Alvo de uma interferência política sem precedentes durante o governo Bolsonaro, a Polícia Federal vive uma mistura de desconfiança e expectativa com a eleição de Lula. A avaliação feita por dez policiais ouvidos pela coluna, entre delegados e agentes, é que prevalece a percepção de que o órgão deve retomar a atuação técnica e distante dos interesses palacianos. Por outro lado, há o receio de que, a “porta arrombada por Bolsonaro não volte a ser fechada”.
A leitura feita para coluna de Bela Megale, do O Globo, é que Lula teria condições de trazer de volta à PF o caráter institucional que se perdeu e fazer com que o órgão volte a atuar como “polícia de estado e não de governo”. Para eles, o petista sinaliza ter mais respeito à liturgia do cargo e, como presidente, deve ter uma relação com a corporação “mais estadista e menos pessoal” que o antecessor.
— Bolsonaro mostrou que não há como resistir à caneta. Se o presidente quiser fazer, faz. Espero que a não reeleição dele tenha sido um recado de que, se o próximo presidente quiser agir dessa maneira, poderá agir, mas terá um preço. Tomara que haja uma mudança, embora a gente saiba que, com a porta arrombada, é difícil colocar o cadeado — resumiu um delegado.
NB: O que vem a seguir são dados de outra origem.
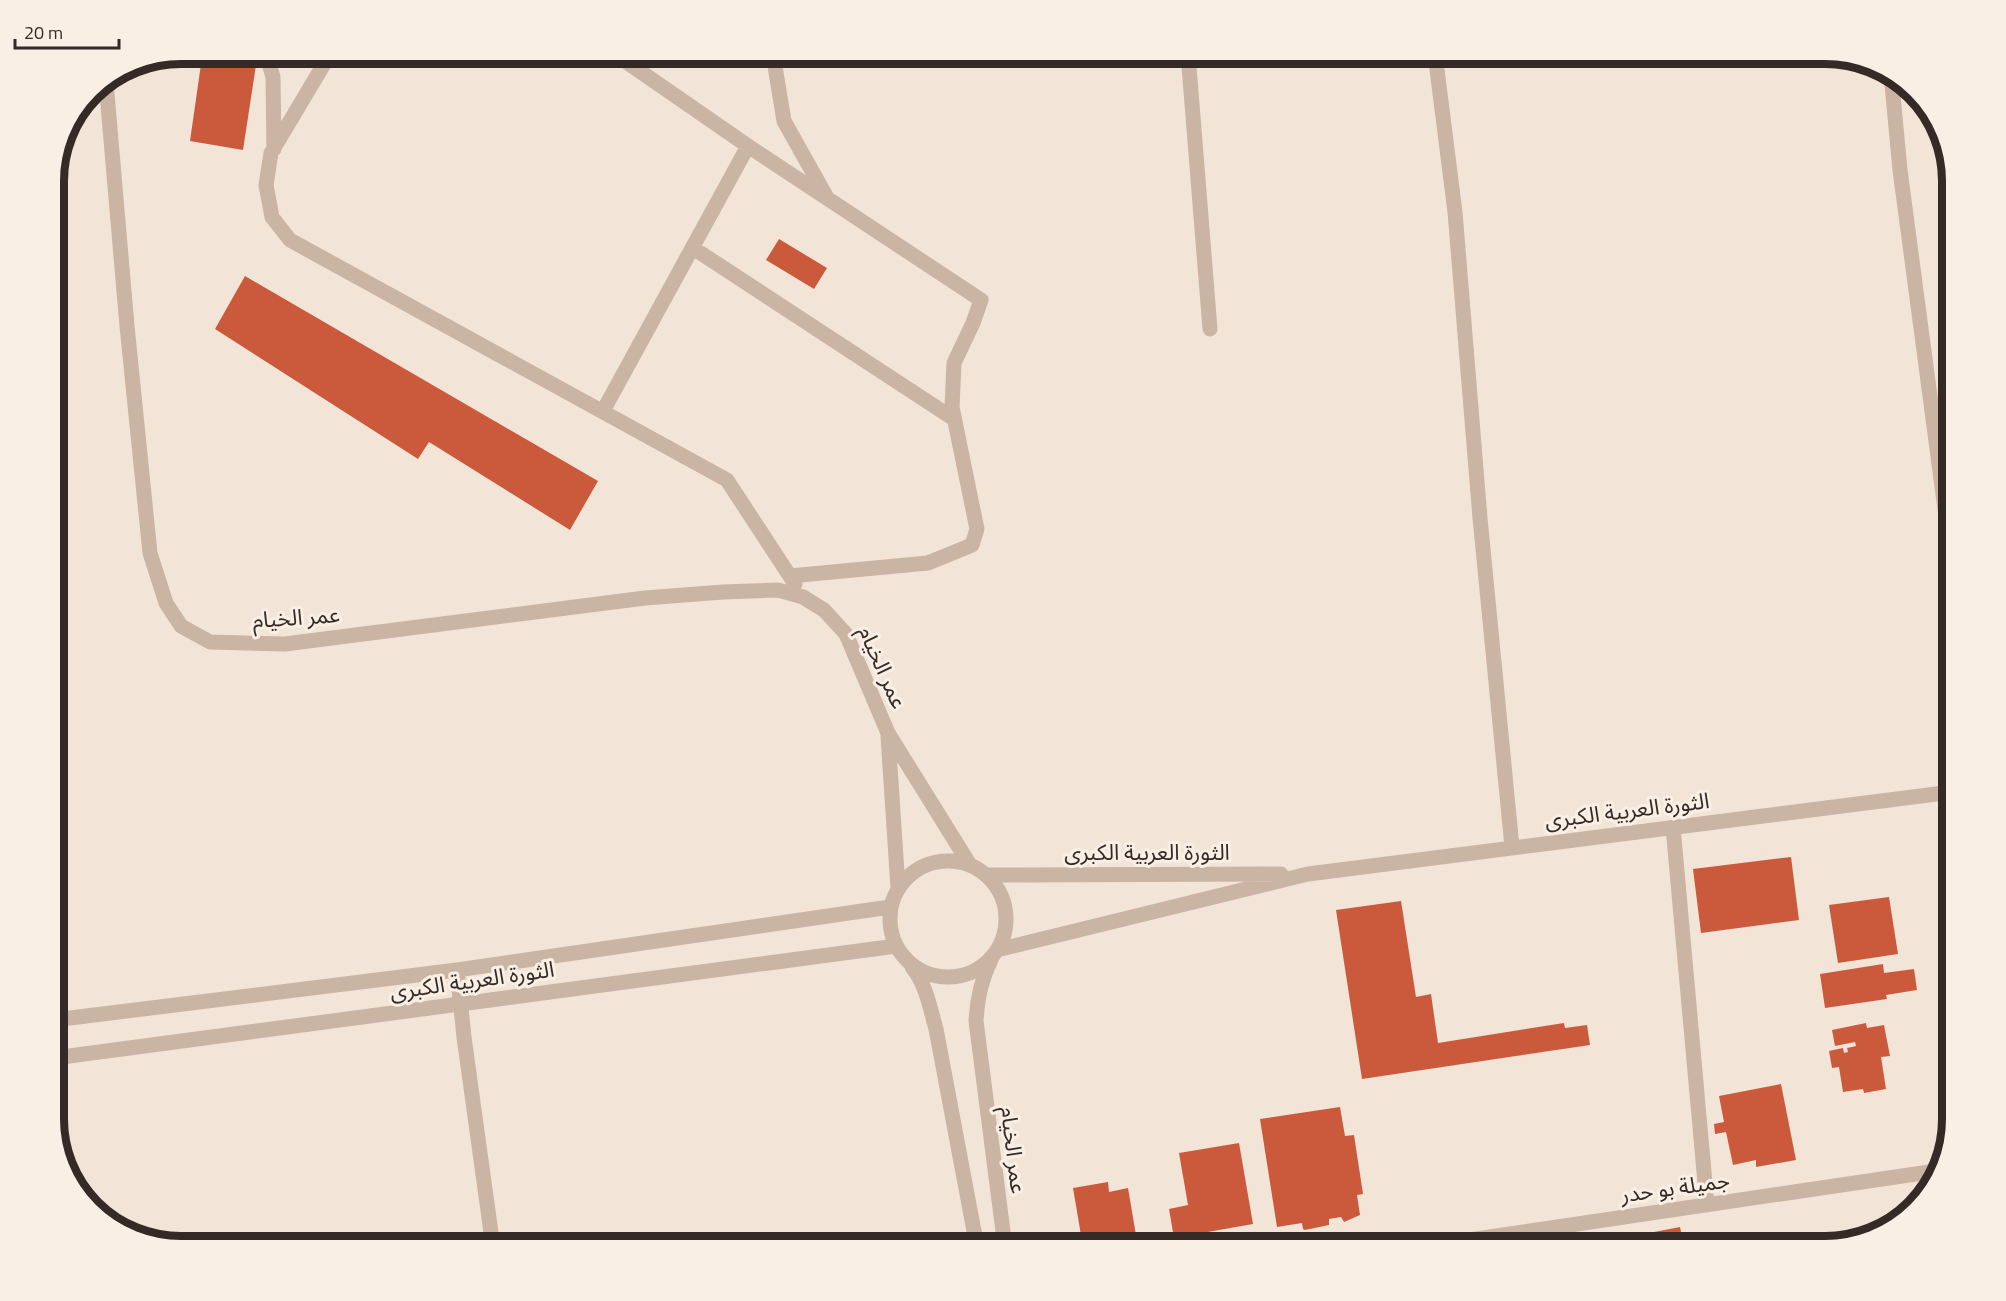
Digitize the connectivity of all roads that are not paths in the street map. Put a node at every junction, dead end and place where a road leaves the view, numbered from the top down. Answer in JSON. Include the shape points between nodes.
{"nodes":[{"id":1,"x":269,"y":64,"type":"edge"},
{"id":2,"x":324,"y":64,"type":"edge"},
{"id":3,"x":629,"y":64,"type":"edge"},
{"id":4,"x":775,"y":64,"type":"edge"},
{"id":5,"x":1189,"y":64,"type":"edge"},
{"id":6,"x":1437,"y":64,"type":"edge"},
{"id":7,"x":1892,"y":86,"type":"edge"},
{"id":8,"x":107,"y":92,"type":"edge"},
{"id":9,"x":748,"y":146,"type":"junction"},
{"id":10,"x":274,"y":150,"type":"junction"},
{"id":11,"x":827,"y":198,"type":"junction"},
{"id":12,"x":693,"y":248,"type":"junction"},
{"id":13,"x":1210,"y":329,"type":"dead end"},
{"id":14,"x":603,"y":411,"type":"junction"},
{"id":15,"x":954,"y":419,"type":"junction"},
{"id":16,"x":1942,"y":487,"type":"edge"},
{"id":17,"x":790,"y":576,"type":"junction"},
{"id":18,"x":804,"y":597,"type":"junction"},
{"id":19,"x":888,"y":733,"type":"junction"},
{"id":20,"x":1942,"y":793,"type":"edge"},
{"id":21,"x":1673,"y":827,"type":"junction"},
{"id":22,"x":1512,"y":847,"type":"junction"},
{"id":23,"x":970,"y":865,"type":"junction"},
{"id":24,"x":1308,"y":874,"type":"junction"},
{"id":25,"x":987,"y":875,"type":"junction"},
{"id":26,"x":898,"y":888,"type":"junction"},
{"id":27,"x":890,"y":907,"type":"junction"},
{"id":28,"x":896,"y":946,"type":"junction"},
{"id":29,"x":996,"y":952,"type":"junction"},
{"id":30,"x":909,"y":962,"type":"junction"},
{"id":31,"x":457,"y":970,"type":"junction"},
{"id":32,"x":460,"y":1004,"type":"junction"},
{"id":33,"x":65,"y":1019,"type":"edge"},
{"id":34,"x":65,"y":1057,"type":"edge"},
{"id":35,"x":1928,"y":1172,"type":"edge"},
{"id":36,"x":1707,"y":1205,"type":"junction"},
{"id":37,"x":492,"y":1236,"type":"edge"},
{"id":38,"x":975,"y":1236,"type":"edge"},
{"id":39,"x":1004,"y":1236,"type":"edge"},
{"id":40,"x":1496,"y":1236,"type":"edge"}],
"edges":[{"from":1,"to":10,"type":"street","via":[[273,77]]},
{"from":2,"to":10,"type":"street"},
{"from":3,"to":9,"type":"street"},
{"from":4,"to":11,"type":"street","via":[[784,121]]},
{"from":5,"to":13,"type":"street"},
{"from":6,"to":22,"type":"street","via":[[1455,212]]},
{"from":7,"to":16,"type":"street"},
{"from":8,"to":18,"type":"street","name":"عمر الخيام","via":[[150,553],[166,603],[181,626],[210,642],[285,644],[645,597],[778,590]]},
{"from":9,"to":11,"type":"street"},
{"from":9,"to":12,"type":"street"},
{"from":10,"to":14,"type":"street","via":[[266,185],[272,217],[290,240]]},
{"from":11,"to":15,"type":"street","via":[[981,300],[954,363]]},
{"from":12,"to":14,"type":"street"},
{"from":12,"to":15,"type":"street"},
{"from":14,"to":17,"type":"street","via":[[728,480]]},
{"from":15,"to":17,"type":"street","via":[[977,529],[972,545],[928,563]]},
{"from":17,"to":18,"type":"street"},
{"from":18,"to":19,"type":"street","name":"عمر الخيام","via":[[824,610],[846,634]]},
{"from":19,"to":23,"type":"street","name":"عمر الخيام"},
{"from":19,"to":26,"type":"street","name":"عمر الخيام"},
{"from":20,"to":21,"type":"street","name":"الثورة العربية الكبرى"},
{"from":21,"to":22,"type":"street","name":"الثورة العربية الكبرى"},
{"from":21,"to":36,"type":"street"},
{"from":22,"to":24,"type":"street","name":"الثورة العربية الكبرى"},
{"from":23,"to":25,"type":"street"},
{"from":23,"to":26,"type":"street","via":[[930,863],[912,873]]},
{"from":24,"to":25,"type":"street","name":"الثورة العربية الكبرى"},
{"from":24,"to":29,"type":"street","name":"الثورة العربية الكبرى"},
{"from":25,"to":29,"type":"street","via":[[1000,892],[1006,911],[1005,931]]},
{"from":26,"to":27,"type":"street"},
{"from":27,"to":28,"type":"street","via":[[889,927]]},
{"from":27,"to":31,"type":"street","name":"الثورة العربية الكبرى"},
{"from":28,"to":30,"type":"street"},
{"from":28,"to":32,"type":"street","name":"الثورة العربية الكبرى"},
{"from":29,"to":30,"type":"street","via":[[984,965],[966,975],[926,973]]},
{"from":29,"to":39,"type":"street","name":"عمر الخيام","via":[[983,978],[976,1021]]},
{"from":30,"to":38,"type":"street","via":[[918,974],[936,1029]]},
{"from":31,"to":32,"type":"street"},
{"from":31,"to":33,"type":"street","name":"الثورة العربية الكبرى"},
{"from":32,"to":34,"type":"street","name":"الثورة العربية الكبرى"},
{"from":32,"to":37,"type":"street"},
{"from":35,"to":36,"type":"street","name":"جميلة بو حدر"},
{"from":36,"to":40,"type":"street","name":"جميلة بو حدر"}]}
Os policiais afirmam que a instituição viveu “momentos assustadores” sob Bolsonaro e terá que passar por um “detox dos últimos quatro anos”. O episódio descrito como o “ápice do absurdo” aconteceu na reta final da eleição, quando policiais federais foram recebidos com tiros de fuzil e granadas pelo ex-deputado federal Roberto Jefferson.
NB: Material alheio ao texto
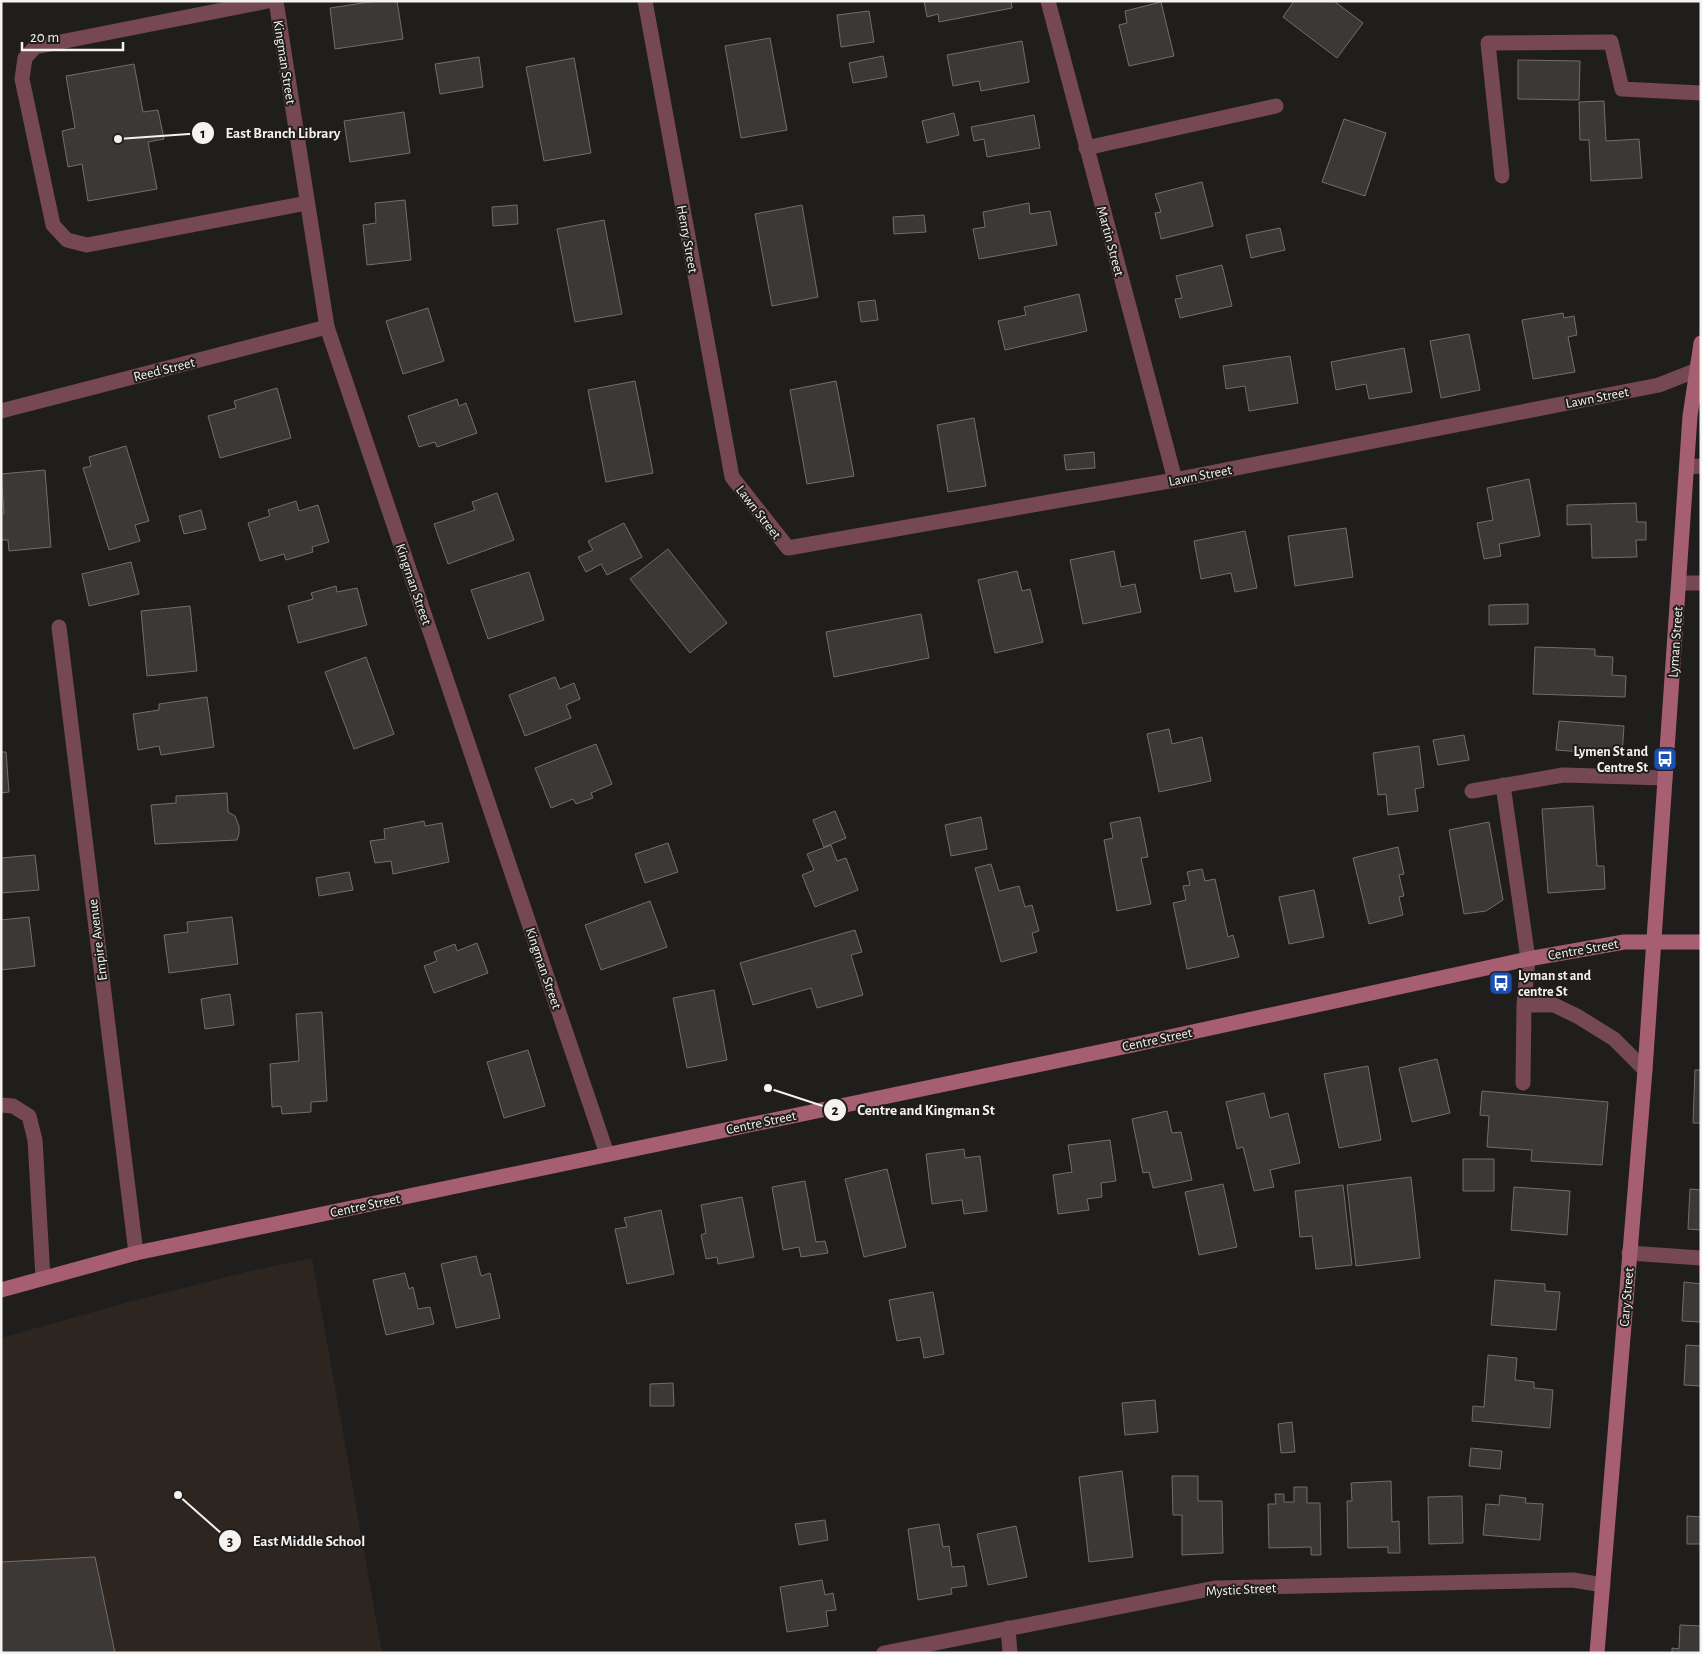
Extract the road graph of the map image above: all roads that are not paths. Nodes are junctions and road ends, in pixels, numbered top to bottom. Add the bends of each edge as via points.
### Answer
1 (268, 1) edge
2 (276, 1) edge
3 (644, 1) edge
4 (1048, 1) edge
5 (1701, 93) edge
6 (1276, 106) dead end
7 (1086, 148) junction
8 (1502, 176) dead end
9 (307, 203) junction
10 (327, 328) junction
11 (1701, 342) edge
12 (1697, 370) junction
13 (1, 411) edge
14 (1694, 466) edge
15 (732, 477) joint
16 (1175, 480) junction
17 (1679, 583) junction
18 (1701, 583) edge
19 (59, 627) dead end
20 (1665, 778) junction
21 (1503, 785) junction
22 (1472, 791) dead end
23 (1654, 942) junction
24 (1701, 942) edge
25 (1528, 959) junction
26 (1524, 1005) junction
27 (1645, 1070) junction
28 (1523, 1083) dead end
29 (1, 1105) edge
30 (607, 1154) junction
31 (136, 1253) junction
32 (1629, 1253) junction
33 (1701, 1258) edge
34 (43, 1278) junction
35 (1, 1290) edge
36 (1602, 1586) junction
37 (1008, 1628) junction
38 (884, 1653) edge
39 (1010, 1653) edge
40 (1598, 1653) edge

1 - 9 street via 35,47 24,58 22,79 54,225 67,240 87,245
2 - 9 street, Kingman Street
3 - 15 street, Henry Street
4 - 7 street, Martin Street
5 - 8 street via 1622,88 1610,42 1488,43
6 - 7 street
7 - 16 street, Martin Street
9 - 10 street, Kingman Street
10 - 13 street, Reed Street
10 - 30 street, Kingman Street
11 - 12 main road, Lyman Street
12 - 14 main road, Lyman Street via 1690,416
12 - 16 street, Lawn Street via 1659,385
14 - 17 main road, Lyman Street
15 - 16 street, Lawn Street via 788,548
17 - 18 street
17 - 20 main road, Lyman Street
19 - 31 street, Empire Avenue
20 - 21 street via 1563,774
20 - 23 main road, Lyman Street
21 - 22 street
21 - 25 street
23 - 24 main road, Centre Street
23 - 25 main road, Centre Street via 1624,942
23 - 27 main road, Cary Street
25 - 26 street
25 - 30 main road, Centre Street
26 - 27 street via 1554,1005 1577,1016 1614,1039
26 - 28 street
27 - 32 main road, Cary Street
29 - 34 street via 13,1106 29,1116 36,1140
30 - 31 main road, Centre Street
31 - 34 main road, Centre Street
32 - 33 street
32 - 36 main road, Cary Street
34 - 35 main road, Centre Street
36 - 37 street, Mystic Street via 1573,1580 1216,1588
36 - 40 main road, Cary Street
37 - 38 street, Mystic Street
37 - 39 street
Aliado de Bolsonaro, ele foi alvo de uma ordem de prisão do ministro Alexandre de Moraes. A cena de um agente da PF que atuou como negociador com Jefferson também despertou críticas internas pelo tom “excessivamente amistoso com o ex-deputado”, que hoje responde por tentativa de homicídio de quatro policiais.
É consenso entre delegados e agentes que o tratamento que Lula dará a PF ficará claro quando ele definir quem serão o ministro da Justiça e o diretor-geral do órgão. Hoje o nome mais forte para a pasta à qual a PF será subordinada — já que existe a chance de recriar o Ministério da Segurança Pública — é o do ex-governador do Maranhão e senador eleito Flávio Dino (PSB-MA).
Em entrevista ao Gjornal O Globo, Dino disse que o governo eleito não quer “uma polícia ideologizada nem para direita ou para esquerda” e fez um aceno: ”não vamos trocar um aparelhamento por outro”. A afirmação trouxe alívio para boa parte da corporação, que vê o nome do senador eleito com bons olhos.
Para o cargo de diretor-geral, o favorito hoje é o delegado Andrei Passos, que chefiou a segurança de Lula na campanha. Delegados ouvidos pela coluna, entre eles dois ex-diretores-gerais da PF, afirmam que veem o colega com “condições de comandar a corporação e lidar com as pressões inerentes ao cargo”. Apontam que Passos tem “a cultura interna da instituição” e experiência em cargos executivos.
Como a indicação para o posto é política, ou seja, feita pelo presidente da República, o nome de Passos também é visto como o mais forte na bolsa de apostas da PF, já que ele ocupou cargos importantes na gestão de Dilma e tem trânsito junto à cúpula petista. Após coordenar a segurança da então candidata em sua campanha, em 2010, o delegado foi adido do órgão em Madri e secretário de Segurança para Grandes Eventos, como a Copa de 2014 e as Olimpíadas de 2016. Há 20 anos na PF, Passos já ocupou postos como o de coordenador-geral de Polícia Fazendária e diretor-substituto de Combate ao Crime Organizado.
— Dentro desse contexto de indicação política, a PF sempre fica na situação de ter um diretor-geral isolado sem força junto ao governo ou um com força, mas muito próximo ao ponto de não conseguir administrar a pressão. Precisamos do meio termo — avaliou um colega.